*Exercise requirements*
Reproduce the entries. Each one must match the original exactly.

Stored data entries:

--------------------------------

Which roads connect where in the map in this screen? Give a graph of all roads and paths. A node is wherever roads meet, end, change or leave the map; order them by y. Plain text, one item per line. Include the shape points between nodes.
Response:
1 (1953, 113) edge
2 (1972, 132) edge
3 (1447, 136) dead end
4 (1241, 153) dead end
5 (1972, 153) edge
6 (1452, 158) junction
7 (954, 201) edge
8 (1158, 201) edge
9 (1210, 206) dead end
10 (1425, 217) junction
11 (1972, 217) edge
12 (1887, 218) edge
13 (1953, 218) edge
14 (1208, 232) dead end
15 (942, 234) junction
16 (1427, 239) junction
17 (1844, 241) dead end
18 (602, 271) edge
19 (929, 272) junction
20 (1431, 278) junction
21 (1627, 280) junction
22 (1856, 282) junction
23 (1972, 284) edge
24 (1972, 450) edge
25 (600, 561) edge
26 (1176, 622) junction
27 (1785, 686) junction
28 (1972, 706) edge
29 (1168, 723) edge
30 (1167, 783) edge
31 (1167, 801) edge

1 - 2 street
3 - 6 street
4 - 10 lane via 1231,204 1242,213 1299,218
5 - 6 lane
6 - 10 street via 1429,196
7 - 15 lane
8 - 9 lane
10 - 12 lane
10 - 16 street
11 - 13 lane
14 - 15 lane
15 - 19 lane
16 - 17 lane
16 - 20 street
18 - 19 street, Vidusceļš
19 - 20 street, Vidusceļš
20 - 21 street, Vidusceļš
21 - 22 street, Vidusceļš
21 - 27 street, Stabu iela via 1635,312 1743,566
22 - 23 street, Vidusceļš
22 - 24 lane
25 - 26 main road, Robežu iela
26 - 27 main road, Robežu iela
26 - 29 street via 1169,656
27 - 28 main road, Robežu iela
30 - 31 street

--------------------------------

*Output*
Which roads connect where in the map in this screen? Give a graph of all roads and paths. A node is wherever roads meet, end, change or leave the map; order them by y. Plain text, one item per line. Include the shape points between nodes.
Response:
1 (1953, 113) edge
2 (1972, 132) edge
3 (1447, 136) dead end
4 (1241, 153) dead end
5 (1972, 153) edge
6 (1452, 158) junction
7 (954, 201) edge
8 (1158, 201) edge
9 (1210, 206) dead end
10 (1425, 217) junction
11 (1972, 217) edge
12 (1887, 218) edge
13 (1953, 218) edge
14 (1208, 232) dead end
15 (942, 234) junction
16 (1427, 239) junction
17 (1844, 241) dead end
18 (602, 271) edge
19 (929, 272) junction
20 (1431, 278) junction
21 (1627, 280) junction
22 (1856, 282) junction
23 (1972, 284) edge
24 (1972, 450) edge
25 (600, 561) edge
26 (1176, 622) junction
27 (1785, 686) junction
28 (1972, 706) edge
29 (1168, 723) edge
30 (1167, 783) edge
31 (1167, 801) edge

1 - 2 street
3 - 6 street
4 - 10 lane via 1231,204 1242,213 1299,218
5 - 6 lane
6 - 10 street via 1429,196
7 - 15 lane
8 - 9 lane
10 - 12 lane
10 - 16 street
11 - 13 lane
14 - 15 lane
15 - 19 lane
16 - 17 lane
16 - 20 street
18 - 19 street, Vidusceļš
19 - 20 street, Vidusceļš
20 - 21 street, Vidusceļš
21 - 22 street, Vidusceļš
21 - 27 street, Stabu iela via 1635,312 1743,566
22 - 23 street, Vidusceļš
22 - 24 lane
25 - 26 main road, Robežu iela
26 - 27 main road, Robežu iela
26 - 29 street via 1169,656
27 - 28 main road, Robežu iela
30 - 31 street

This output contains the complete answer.